[Stored items]
BEGIN
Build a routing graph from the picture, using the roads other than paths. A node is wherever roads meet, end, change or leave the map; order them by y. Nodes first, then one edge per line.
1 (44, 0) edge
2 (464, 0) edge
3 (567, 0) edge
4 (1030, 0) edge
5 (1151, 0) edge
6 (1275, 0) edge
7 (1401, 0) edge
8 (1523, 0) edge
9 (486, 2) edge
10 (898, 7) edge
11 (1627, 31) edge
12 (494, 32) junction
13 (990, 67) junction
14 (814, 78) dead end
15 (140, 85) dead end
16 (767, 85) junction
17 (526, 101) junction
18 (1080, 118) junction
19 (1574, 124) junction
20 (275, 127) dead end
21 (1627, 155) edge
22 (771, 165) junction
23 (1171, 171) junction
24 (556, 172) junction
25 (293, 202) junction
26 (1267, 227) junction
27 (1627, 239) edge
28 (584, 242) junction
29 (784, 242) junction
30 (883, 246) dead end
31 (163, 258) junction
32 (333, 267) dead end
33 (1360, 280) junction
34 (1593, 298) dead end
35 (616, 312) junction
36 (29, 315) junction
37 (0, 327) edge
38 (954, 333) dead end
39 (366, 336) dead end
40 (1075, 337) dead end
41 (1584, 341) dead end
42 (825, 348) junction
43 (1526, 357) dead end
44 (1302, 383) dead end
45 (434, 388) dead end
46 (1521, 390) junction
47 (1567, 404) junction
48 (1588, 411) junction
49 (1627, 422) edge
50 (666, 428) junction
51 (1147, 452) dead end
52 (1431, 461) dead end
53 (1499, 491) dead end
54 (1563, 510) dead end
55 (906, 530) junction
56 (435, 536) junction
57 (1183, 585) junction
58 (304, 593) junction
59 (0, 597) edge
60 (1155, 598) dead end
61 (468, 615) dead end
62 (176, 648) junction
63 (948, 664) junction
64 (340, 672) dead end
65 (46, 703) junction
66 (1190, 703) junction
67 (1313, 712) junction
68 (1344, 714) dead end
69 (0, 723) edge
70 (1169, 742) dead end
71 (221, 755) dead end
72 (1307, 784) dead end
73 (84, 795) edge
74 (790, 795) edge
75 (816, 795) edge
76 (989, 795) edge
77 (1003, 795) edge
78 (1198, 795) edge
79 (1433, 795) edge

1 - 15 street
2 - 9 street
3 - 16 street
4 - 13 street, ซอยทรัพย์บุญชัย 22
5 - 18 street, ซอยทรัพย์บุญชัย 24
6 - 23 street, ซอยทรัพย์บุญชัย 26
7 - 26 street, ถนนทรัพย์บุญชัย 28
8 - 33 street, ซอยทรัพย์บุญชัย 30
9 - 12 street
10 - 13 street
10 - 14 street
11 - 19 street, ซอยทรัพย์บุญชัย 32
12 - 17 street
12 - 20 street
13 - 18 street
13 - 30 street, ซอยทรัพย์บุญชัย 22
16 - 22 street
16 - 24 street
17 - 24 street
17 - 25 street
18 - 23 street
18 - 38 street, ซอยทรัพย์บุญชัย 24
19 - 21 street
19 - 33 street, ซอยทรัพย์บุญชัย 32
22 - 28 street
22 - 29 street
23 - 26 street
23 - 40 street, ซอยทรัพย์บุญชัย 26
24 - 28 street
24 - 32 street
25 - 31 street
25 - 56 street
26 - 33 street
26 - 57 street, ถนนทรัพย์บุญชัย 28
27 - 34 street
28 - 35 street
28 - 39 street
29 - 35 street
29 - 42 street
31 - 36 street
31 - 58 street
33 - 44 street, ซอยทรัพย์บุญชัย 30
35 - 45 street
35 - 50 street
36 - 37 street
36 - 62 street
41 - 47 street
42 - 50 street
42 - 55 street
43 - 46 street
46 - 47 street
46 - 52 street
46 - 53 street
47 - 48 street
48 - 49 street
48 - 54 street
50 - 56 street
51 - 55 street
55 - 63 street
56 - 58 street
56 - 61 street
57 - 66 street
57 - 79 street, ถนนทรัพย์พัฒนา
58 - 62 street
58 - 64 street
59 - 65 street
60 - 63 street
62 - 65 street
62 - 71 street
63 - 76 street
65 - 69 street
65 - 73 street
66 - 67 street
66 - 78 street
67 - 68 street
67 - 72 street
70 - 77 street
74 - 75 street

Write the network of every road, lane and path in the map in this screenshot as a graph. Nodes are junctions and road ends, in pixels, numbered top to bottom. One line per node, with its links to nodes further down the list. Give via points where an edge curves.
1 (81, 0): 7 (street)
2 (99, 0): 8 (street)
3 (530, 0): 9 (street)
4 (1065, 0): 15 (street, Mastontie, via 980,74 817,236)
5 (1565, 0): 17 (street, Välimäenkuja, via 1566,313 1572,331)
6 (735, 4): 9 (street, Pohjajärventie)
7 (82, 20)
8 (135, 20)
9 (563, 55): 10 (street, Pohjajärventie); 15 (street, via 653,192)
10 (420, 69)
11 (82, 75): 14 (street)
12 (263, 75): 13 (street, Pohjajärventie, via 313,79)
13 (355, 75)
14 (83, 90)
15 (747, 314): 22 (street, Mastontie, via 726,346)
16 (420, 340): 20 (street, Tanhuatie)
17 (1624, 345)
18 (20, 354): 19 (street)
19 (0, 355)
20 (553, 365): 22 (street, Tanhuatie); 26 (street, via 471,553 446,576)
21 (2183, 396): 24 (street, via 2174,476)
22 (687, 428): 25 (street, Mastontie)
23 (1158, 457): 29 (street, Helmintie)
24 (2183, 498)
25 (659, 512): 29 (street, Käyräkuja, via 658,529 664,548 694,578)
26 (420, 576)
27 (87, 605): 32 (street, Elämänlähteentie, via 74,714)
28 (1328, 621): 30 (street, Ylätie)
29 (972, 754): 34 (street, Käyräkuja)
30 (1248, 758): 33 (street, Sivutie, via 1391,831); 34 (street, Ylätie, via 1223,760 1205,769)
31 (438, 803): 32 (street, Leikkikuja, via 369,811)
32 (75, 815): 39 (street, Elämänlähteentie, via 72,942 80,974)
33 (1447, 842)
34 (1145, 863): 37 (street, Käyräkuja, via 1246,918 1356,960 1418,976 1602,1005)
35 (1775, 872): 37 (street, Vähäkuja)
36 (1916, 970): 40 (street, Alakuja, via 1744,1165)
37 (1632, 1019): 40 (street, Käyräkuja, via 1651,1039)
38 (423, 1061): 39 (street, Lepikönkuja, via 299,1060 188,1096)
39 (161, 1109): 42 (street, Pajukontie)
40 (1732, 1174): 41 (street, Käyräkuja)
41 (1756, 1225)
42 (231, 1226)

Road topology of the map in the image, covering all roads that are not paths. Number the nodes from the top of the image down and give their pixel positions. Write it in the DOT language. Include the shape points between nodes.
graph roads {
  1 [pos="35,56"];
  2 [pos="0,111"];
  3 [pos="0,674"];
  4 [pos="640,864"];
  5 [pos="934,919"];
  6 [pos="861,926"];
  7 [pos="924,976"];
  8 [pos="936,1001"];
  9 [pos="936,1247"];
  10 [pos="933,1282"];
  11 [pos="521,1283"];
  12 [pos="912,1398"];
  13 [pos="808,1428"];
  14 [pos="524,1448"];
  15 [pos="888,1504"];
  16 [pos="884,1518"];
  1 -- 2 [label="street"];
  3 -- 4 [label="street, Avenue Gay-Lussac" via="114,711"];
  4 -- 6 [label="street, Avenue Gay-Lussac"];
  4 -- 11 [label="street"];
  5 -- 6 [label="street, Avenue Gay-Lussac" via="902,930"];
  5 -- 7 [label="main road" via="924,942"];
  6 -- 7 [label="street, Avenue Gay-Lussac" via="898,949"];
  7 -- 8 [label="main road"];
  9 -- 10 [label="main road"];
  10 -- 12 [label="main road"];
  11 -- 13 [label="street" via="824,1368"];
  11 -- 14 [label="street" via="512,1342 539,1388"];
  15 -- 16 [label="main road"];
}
END
__Problem details__: Using the records above, gather all lines where the string "main" is present.

__Written response__:
  5 -- 7 [label="main road" via="924,942"];
  7 -- 8 [label="main road"];
  9 -- 10 [label="main road"];
  10 -- 12 [label="main road"];
  15 -- 16 [label="main road"];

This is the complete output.